*** PROVIDED MATERIAL Section Begins ***

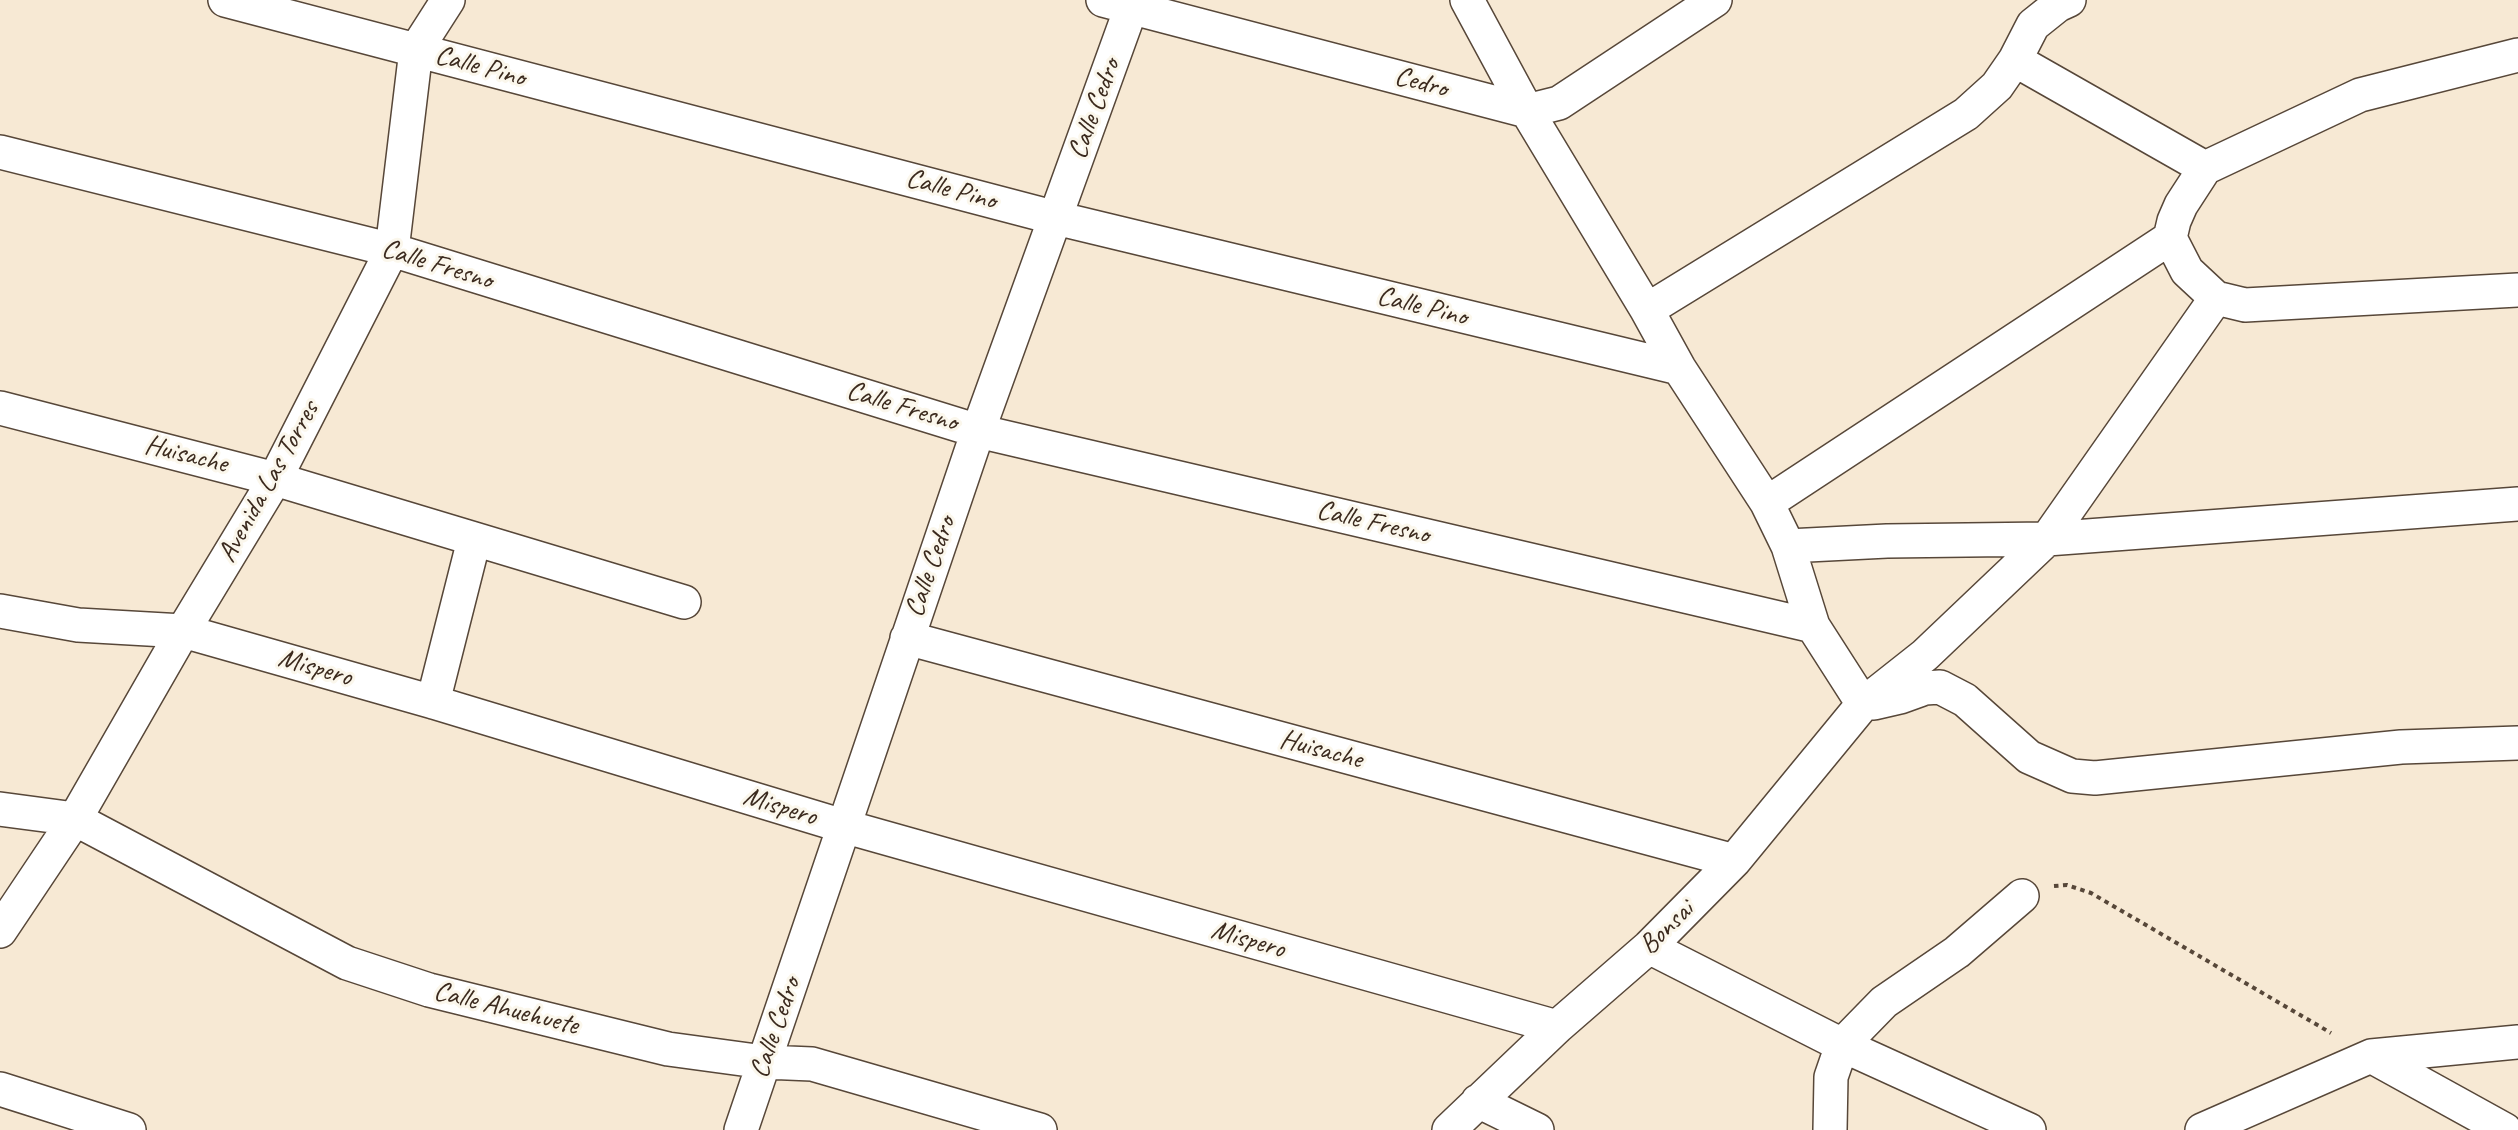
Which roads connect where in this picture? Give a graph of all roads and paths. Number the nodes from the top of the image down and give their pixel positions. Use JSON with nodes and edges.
{"nodes":[{"id":1,"x":225,"y":0,"type":"edge"},
{"id":2,"x":448,"y":0,"type":"edge"},
{"id":3,"x":1467,"y":0,"type":"edge"},
{"id":4,"x":1715,"y":0,"type":"edge"},
{"id":5,"x":2069,"y":0,"type":"edge"},
{"id":6,"x":1117,"y":4,"type":"edge"},
{"id":7,"x":416,"y":50,"type":"junction"},
{"id":8,"x":2518,"y":55,"type":"edge"},
{"id":9,"x":2015,"y":60,"type":"junction"},
{"id":10,"x":1527,"y":111,"type":"junction"},
{"id":11,"x":0,"y":152,"type":"edge"},
{"id":12,"x":2205,"y":168,"type":"junction"},
{"id":13,"x":1056,"y":218,"type":"junction"},
{"id":14,"x":2170,"y":238,"type":"junction"},
{"id":15,"x":392,"y":250,"type":"junction"},
{"id":16,"x":2518,"y":290,"type":"edge"},
{"id":17,"x":2216,"y":298,"type":"junction"},
{"id":18,"x":1647,"y":310,"type":"junction"},
{"id":19,"x":1679,"y":368,"type":"junction"},
{"id":20,"x":0,"y":408,"type":"edge"},
{"id":21,"x":978,"y":431,"type":"junction"},
{"id":22,"x":275,"y":478,"type":"junction"},
{"id":23,"x":1767,"y":503,"type":"junction"},
{"id":24,"x":2518,"y":504,"type":"edge"},
{"id":25,"x":2047,"y":539,"type":"junction"},
{"id":26,"x":474,"y":540,"type":"junction"},
{"id":27,"x":1788,"y":546,"type":"junction"},
{"id":28,"x":684,"y":602,"type":"dead end"},
{"id":29,"x":0,"y":611,"type":"edge"},
{"id":30,"x":1813,"y":626,"type":"junction"},
{"id":31,"x":183,"y":631,"type":"junction"},
{"id":32,"x":907,"y":639,"type":"junction"},
{"id":33,"x":433,"y":702,"type":"junction"},
{"id":34,"x":1863,"y":704,"type":"junction"},
{"id":35,"x":2518,"y":743,"type":"edge"},
{"id":36,"x":0,"y":809,"type":"edge"},
{"id":37,"x":75,"y":819,"type":"junction"},
{"id":38,"x":843,"y":826,"type":"junction"},
{"id":39,"x":1734,"y":861,"type":"junction"},
{"id":40,"x":2022,"y":896,"type":"joint"},
{"id":41,"x":0,"y":931,"type":"edge"},
{"id":42,"x":1649,"y":947,"type":"junction"},
{"id":43,"x":1557,"y":1027,"type":"junction"},
{"id":44,"x":2518,"y":1042,"type":"edge"},
{"id":45,"x":1842,"y":1044,"type":"junction"},
{"id":46,"x":2371,"y":1056,"type":"junction"},
{"id":47,"x":764,"y":1062,"type":"junction"},
{"id":48,"x":0,"y":1089,"type":"edge"},
{"id":49,"x":1479,"y":1101,"type":"junction"},
{"id":50,"x":129,"y":1130,"type":"edge"},
{"id":51,"x":741,"y":1130,"type":"edge"},
{"id":52,"x":1040,"y":1130,"type":"edge"},
{"id":53,"x":1449,"y":1130,"type":"edge"},
{"id":54,"x":1537,"y":1130,"type":"edge"},
{"id":55,"x":1830,"y":1130,"type":"edge"},
{"id":56,"x":2029,"y":1130,"type":"edge"},
{"id":57,"x":2202,"y":1130,"type":"edge"},
{"id":58,"x":2505,"y":1130,"type":"edge"}],
"edges":[{"from":1,"to":7,"type":"street","name":"Calle Pino"},
{"from":2,"to":7,"type":"street","name":"Avenida Las Torres"},
{"from":3,"to":10,"type":"street"},
{"from":4,"to":10,"type":"street","name":"Cedro"},
{"from":5,"to":9,"type":"street"},
{"from":6,"to":10,"type":"street","name":"Cedro"},
{"from":6,"to":13,"type":"street","name":"Calle Cedro"},
{"from":7,"to":13,"type":"street","name":"Calle Pino"},
{"from":7,"to":15,"type":"street","name":"Avenida Las Torres"},
{"from":8,"to":12,"type":"street"},
{"from":9,"to":12,"type":"street"},
{"from":9,"to":18,"type":"street"},
{"from":10,"to":18,"type":"street"},
{"from":11,"to":15,"type":"street","name":"Calle Fresno"},
{"from":12,"to":14,"type":"street"},
{"from":13,"to":19,"type":"street","name":"Calle Pino"},
{"from":13,"to":21,"type":"street","name":"Calle Cedro"},
{"from":14,"to":17,"type":"street"},
{"from":14,"to":23,"type":"street"},
{"from":15,"to":21,"type":"street","name":"Calle Fresno"},
{"from":15,"to":22,"type":"street","name":"Avenida Las Torres"},
{"from":16,"to":17,"type":"street"},
{"from":17,"to":25,"type":"street","name":"Bonsai"},
{"from":18,"to":19,"type":"street"},
{"from":19,"to":23,"type":"street"},
{"from":20,"to":22,"type":"street","name":"Huisache"},
{"from":21,"to":30,"type":"street","name":"Calle Fresno"},
{"from":21,"to":32,"type":"street","name":"Calle Cedro"},
{"from":22,"to":26,"type":"street","name":"Huisache"},
{"from":22,"to":31,"type":"street","name":"Avenida Las Torres"},
{"from":23,"to":27,"type":"street"},
{"from":24,"to":25,"type":"street"},
{"from":25,"to":27,"type":"street"},
{"from":25,"to":34,"type":"street","name":"Bonsai"},
{"from":26,"to":28,"type":"street","name":"Huisache"},
{"from":26,"to":33,"type":"street"},
{"from":27,"to":30,"type":"street"},
{"from":29,"to":31,"type":"street","name":"Mispero"},
{"from":30,"to":34,"type":"street"},
{"from":31,"to":33,"type":"street","name":"Mispero"},
{"from":31,"to":37,"type":"street","name":"Avenida Las Torres"},
{"from":32,"to":38,"type":"street","name":"Calle Cedro"},
{"from":32,"to":39,"type":"street","name":"Huisache"},
{"from":33,"to":38,"type":"street","name":"Mispero"},
{"from":34,"to":35,"type":"street"},
{"from":34,"to":39,"type":"street","name":"Bonsai"},
{"from":36,"to":37,"type":"street","name":"Calle Ahuehuete"},
{"from":37,"to":41,"type":"street","name":"Avenida Las Torres"},
{"from":37,"to":47,"type":"street","name":"Calle Ahuehuete"},
{"from":38,"to":43,"type":"street","name":"Mispero"},
{"from":38,"to":47,"type":"street","name":"Calle Cedro"},
{"from":39,"to":42,"type":"street","name":"Bonsai"},
{"from":40,"to":45,"type":"street"},
{"from":40,"to":46,"type":"path"},
{"from":42,"to":43,"type":"street","name":"Bonsai"},
{"from":42,"to":45,"type":"street"},
{"from":43,"to":49,"type":"street","name":"Bonsai"},
{"from":44,"to":46,"type":"street"},
{"from":45,"to":55,"type":"street"},
{"from":45,"to":56,"type":"street"},
{"from":46,"to":57,"type":"street"},
{"from":46,"to":58,"type":"street"},
{"from":47,"to":51,"type":"street","name":"Calle Cedro"},
{"from":47,"to":52,"type":"street","name":"Calle Ahuehuete"},
{"from":48,"to":50,"type":"street"},
{"from":49,"to":53,"type":"street","name":"Bonsai"},
{"from":49,"to":54,"type":"street"}]}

*** PROVIDED MATERIAL Section Ends ***

#### ASSIGNMENT:
Please copy the records above word for word, leaving out every picture.

#### ANSWER FOR THIS EXERCISE:
Which roads connect where in this picture? Give a graph of all roads and paths. Number the nodes from the top of the image down and give their pixel positions. Use JSON with nodes and edges.
{"nodes":[{"id":1,"x":225,"y":0,"type":"edge"},
{"id":2,"x":448,"y":0,"type":"edge"},
{"id":3,"x":1467,"y":0,"type":"edge"},
{"id":4,"x":1715,"y":0,"type":"edge"},
{"id":5,"x":2069,"y":0,"type":"edge"},
{"id":6,"x":1117,"y":4,"type":"edge"},
{"id":7,"x":416,"y":50,"type":"junction"},
{"id":8,"x":2518,"y":55,"type":"edge"},
{"id":9,"x":2015,"y":60,"type":"junction"},
{"id":10,"x":1527,"y":111,"type":"junction"},
{"id":11,"x":0,"y":152,"type":"edge"},
{"id":12,"x":2205,"y":168,"type":"junction"},
{"id":13,"x":1056,"y":218,"type":"junction"},
{"id":14,"x":2170,"y":238,"type":"junction"},
{"id":15,"x":392,"y":250,"type":"junction"},
{"id":16,"x":2518,"y":290,"type":"edge"},
{"id":17,"x":2216,"y":298,"type":"junction"},
{"id":18,"x":1647,"y":310,"type":"junction"},
{"id":19,"x":1679,"y":368,"type":"junction"},
{"id":20,"x":0,"y":408,"type":"edge"},
{"id":21,"x":978,"y":431,"type":"junction"},
{"id":22,"x":275,"y":478,"type":"junction"},
{"id":23,"x":1767,"y":503,"type":"junction"},
{"id":24,"x":2518,"y":504,"type":"edge"},
{"id":25,"x":2047,"y":539,"type":"junction"},
{"id":26,"x":474,"y":540,"type":"junction"},
{"id":27,"x":1788,"y":546,"type":"junction"},
{"id":28,"x":684,"y":602,"type":"dead end"},
{"id":29,"x":0,"y":611,"type":"edge"},
{"id":30,"x":1813,"y":626,"type":"junction"},
{"id":31,"x":183,"y":631,"type":"junction"},
{"id":32,"x":907,"y":639,"type":"junction"},
{"id":33,"x":433,"y":702,"type":"junction"},
{"id":34,"x":1863,"y":704,"type":"junction"},
{"id":35,"x":2518,"y":743,"type":"edge"},
{"id":36,"x":0,"y":809,"type":"edge"},
{"id":37,"x":75,"y":819,"type":"junction"},
{"id":38,"x":843,"y":826,"type":"junction"},
{"id":39,"x":1734,"y":861,"type":"junction"},
{"id":40,"x":2022,"y":896,"type":"joint"},
{"id":41,"x":0,"y":931,"type":"edge"},
{"id":42,"x":1649,"y":947,"type":"junction"},
{"id":43,"x":1557,"y":1027,"type":"junction"},
{"id":44,"x":2518,"y":1042,"type":"edge"},
{"id":45,"x":1842,"y":1044,"type":"junction"},
{"id":46,"x":2371,"y":1056,"type":"junction"},
{"id":47,"x":764,"y":1062,"type":"junction"},
{"id":48,"x":0,"y":1089,"type":"edge"},
{"id":49,"x":1479,"y":1101,"type":"junction"},
{"id":50,"x":129,"y":1130,"type":"edge"},
{"id":51,"x":741,"y":1130,"type":"edge"},
{"id":52,"x":1040,"y":1130,"type":"edge"},
{"id":53,"x":1449,"y":1130,"type":"edge"},
{"id":54,"x":1537,"y":1130,"type":"edge"},
{"id":55,"x":1830,"y":1130,"type":"edge"},
{"id":56,"x":2029,"y":1130,"type":"edge"},
{"id":57,"x":2202,"y":1130,"type":"edge"},
{"id":58,"x":2505,"y":1130,"type":"edge"}],
"edges":[{"from":1,"to":7,"type":"street","name":"Calle Pino"},
{"from":2,"to":7,"type":"street","name":"Avenida Las Torres"},
{"from":3,"to":10,"type":"street"},
{"from":4,"to":10,"type":"street","name":"Cedro"},
{"from":5,"to":9,"type":"street"},
{"from":6,"to":10,"type":"street","name":"Cedro"},
{"from":6,"to":13,"type":"street","name":"Calle Cedro"},
{"from":7,"to":13,"type":"street","name":"Calle Pino"},
{"from":7,"to":15,"type":"street","name":"Avenida Las Torres"},
{"from":8,"to":12,"type":"street"},
{"from":9,"to":12,"type":"street"},
{"from":9,"to":18,"type":"street"},
{"from":10,"to":18,"type":"street"},
{"from":11,"to":15,"type":"street","name":"Calle Fresno"},
{"from":12,"to":14,"type":"street"},
{"from":13,"to":19,"type":"street","name":"Calle Pino"},
{"from":13,"to":21,"type":"street","name":"Calle Cedro"},
{"from":14,"to":17,"type":"street"},
{"from":14,"to":23,"type":"street"},
{"from":15,"to":21,"type":"street","name":"Calle Fresno"},
{"from":15,"to":22,"type":"street","name":"Avenida Las Torres"},
{"from":16,"to":17,"type":"street"},
{"from":17,"to":25,"type":"street","name":"Bonsai"},
{"from":18,"to":19,"type":"street"},
{"from":19,"to":23,"type":"street"},
{"from":20,"to":22,"type":"street","name":"Huisache"},
{"from":21,"to":30,"type":"street","name":"Calle Fresno"},
{"from":21,"to":32,"type":"street","name":"Calle Cedro"},
{"from":22,"to":26,"type":"street","name":"Huisache"},
{"from":22,"to":31,"type":"street","name":"Avenida Las Torres"},
{"from":23,"to":27,"type":"street"},
{"from":24,"to":25,"type":"street"},
{"from":25,"to":27,"type":"street"},
{"from":25,"to":34,"type":"street","name":"Bonsai"},
{"from":26,"to":28,"type":"street","name":"Huisache"},
{"from":26,"to":33,"type":"street"},
{"from":27,"to":30,"type":"street"},
{"from":29,"to":31,"type":"street","name":"Mispero"},
{"from":30,"to":34,"type":"street"},
{"from":31,"to":33,"type":"street","name":"Mispero"},
{"from":31,"to":37,"type":"street","name":"Avenida Las Torres"},
{"from":32,"to":38,"type":"street","name":"Calle Cedro"},
{"from":32,"to":39,"type":"street","name":"Huisache"},
{"from":33,"to":38,"type":"street","name":"Mispero"},
{"from":34,"to":35,"type":"street"},
{"from":34,"to":39,"type":"street","name":"Bonsai"},
{"from":36,"to":37,"type":"street","name":"Calle Ahuehuete"},
{"from":37,"to":41,"type":"street","name":"Avenida Las Torres"},
{"from":37,"to":47,"type":"street","name":"Calle Ahuehuete"},
{"from":38,"to":43,"type":"street","name":"Mispero"},
{"from":38,"to":47,"type":"street","name":"Calle Cedro"},
{"from":39,"to":42,"type":"street","name":"Bonsai"},
{"from":40,"to":45,"type":"street"},
{"from":40,"to":46,"type":"path"},
{"from":42,"to":43,"type":"street","name":"Bonsai"},
{"from":42,"to":45,"type":"street"},
{"from":43,"to":49,"type":"street","name":"Bonsai"},
{"from":44,"to":46,"type":"street"},
{"from":45,"to":55,"type":"street"},
{"from":45,"to":56,"type":"street"},
{"from":46,"to":57,"type":"street"},
{"from":46,"to":58,"type":"street"},
{"from":47,"to":51,"type":"street","name":"Calle Cedro"},
{"from":47,"to":52,"type":"street","name":"Calle Ahuehuete"},
{"from":48,"to":50,"type":"street"},
{"from":49,"to":53,"type":"street","name":"Bonsai"},
{"from":49,"to":54,"type":"street"}]}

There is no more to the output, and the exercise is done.